Contentissimo sono, o mio signore, di far quant’ella vuole; ch’è sommo giudizio ad ubidire a chi molto merita.
Nottola.
Or poi che vi contentate che Prudenza vostra figlia sia sposa non mia ma del signor Fulgenzio, quanto già fallito, tanto ora de me arricchito, chiamiamola. Ma chi è questo? Per mia fé, ch’egli è Rondone.
Rondone.
O che arsenico fino, disse di averti dato lo speziale!
Ma ecco sua eccellenza.
Le fo riverenza, mio signore.
Nottola.
Rondone?
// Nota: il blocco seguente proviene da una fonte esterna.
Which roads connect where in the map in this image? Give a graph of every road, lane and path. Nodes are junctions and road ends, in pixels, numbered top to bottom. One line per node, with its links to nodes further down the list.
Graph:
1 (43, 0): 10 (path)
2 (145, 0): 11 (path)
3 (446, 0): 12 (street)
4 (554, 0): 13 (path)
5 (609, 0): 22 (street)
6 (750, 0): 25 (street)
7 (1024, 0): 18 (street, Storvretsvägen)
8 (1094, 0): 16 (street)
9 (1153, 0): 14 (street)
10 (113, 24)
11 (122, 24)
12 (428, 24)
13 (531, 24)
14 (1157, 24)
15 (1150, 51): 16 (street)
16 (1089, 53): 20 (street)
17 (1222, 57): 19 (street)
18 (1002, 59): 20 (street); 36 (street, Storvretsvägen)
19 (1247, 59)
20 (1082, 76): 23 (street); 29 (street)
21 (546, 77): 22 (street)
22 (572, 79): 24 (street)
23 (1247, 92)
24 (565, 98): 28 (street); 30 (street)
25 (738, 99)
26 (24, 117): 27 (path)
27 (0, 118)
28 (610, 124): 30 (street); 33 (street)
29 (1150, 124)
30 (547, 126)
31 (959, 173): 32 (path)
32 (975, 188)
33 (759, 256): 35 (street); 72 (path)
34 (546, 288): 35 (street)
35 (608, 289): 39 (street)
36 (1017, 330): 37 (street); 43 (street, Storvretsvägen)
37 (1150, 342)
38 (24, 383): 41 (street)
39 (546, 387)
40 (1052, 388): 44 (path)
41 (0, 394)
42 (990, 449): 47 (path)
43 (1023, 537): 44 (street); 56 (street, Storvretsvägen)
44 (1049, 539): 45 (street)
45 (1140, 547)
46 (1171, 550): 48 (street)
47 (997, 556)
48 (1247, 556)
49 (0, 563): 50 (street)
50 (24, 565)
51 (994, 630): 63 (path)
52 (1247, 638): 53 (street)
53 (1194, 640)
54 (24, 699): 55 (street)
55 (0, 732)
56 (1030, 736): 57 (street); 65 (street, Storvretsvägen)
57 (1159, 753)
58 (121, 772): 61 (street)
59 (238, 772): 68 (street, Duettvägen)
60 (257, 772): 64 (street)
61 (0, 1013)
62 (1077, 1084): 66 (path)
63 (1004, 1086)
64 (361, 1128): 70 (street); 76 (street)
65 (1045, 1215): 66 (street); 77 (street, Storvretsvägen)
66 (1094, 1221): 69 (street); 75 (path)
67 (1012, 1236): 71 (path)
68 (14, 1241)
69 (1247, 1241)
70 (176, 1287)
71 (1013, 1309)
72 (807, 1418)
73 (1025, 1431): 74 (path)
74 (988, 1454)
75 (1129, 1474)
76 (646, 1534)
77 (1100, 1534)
Sù, ch’è tempo d’allegrezza! Chiama il tuo compagno, che m’è tornata la voglia di ridere, ma rider non posso, se da voi altri io non vengo alle risa provocato, sì come appunto la pignata non può rider bollendo se tutta dal fuoco cinta non viene, onde se ne tragga poi quel pentolesco gorgogliamento.
Rondone.
Sì signore, lasciate che or ora lo chiamo e spero che tanto riderete che creperete.
Nottola.
No no, averò più caro che, per darmi occasione di ridere, tutti duo ridendo crepiate! E che dirai, furfante?
Rondone.
Eh? Non vedete, signore, che dico così per parlar conforme al proverbio? Or sù lo chiamo, ma meglio sarà ch’io entri, perché li debbo arrecar questa polvere per far bianchi i denti, vostra signorìa vuol provare?
Nottola.
No, ché noi altri si facciamo da’ nostri barbieri nettarseli quando se l’arricordiamo. Vanne, ma presto ritorna.
Rondone.
Sì signore, or ora vado con quella vellocità che suole andare bue scompagnato al macello.
Nottola.
O che solenne furfante! Affé da cavaliere che mi piace questo suo umore. Ma chiamate in tanto, o meser Alberto, Prudenza.
Alberto.
Io la chiamo, signore. O dalla casa? Prudenza, tu non odi?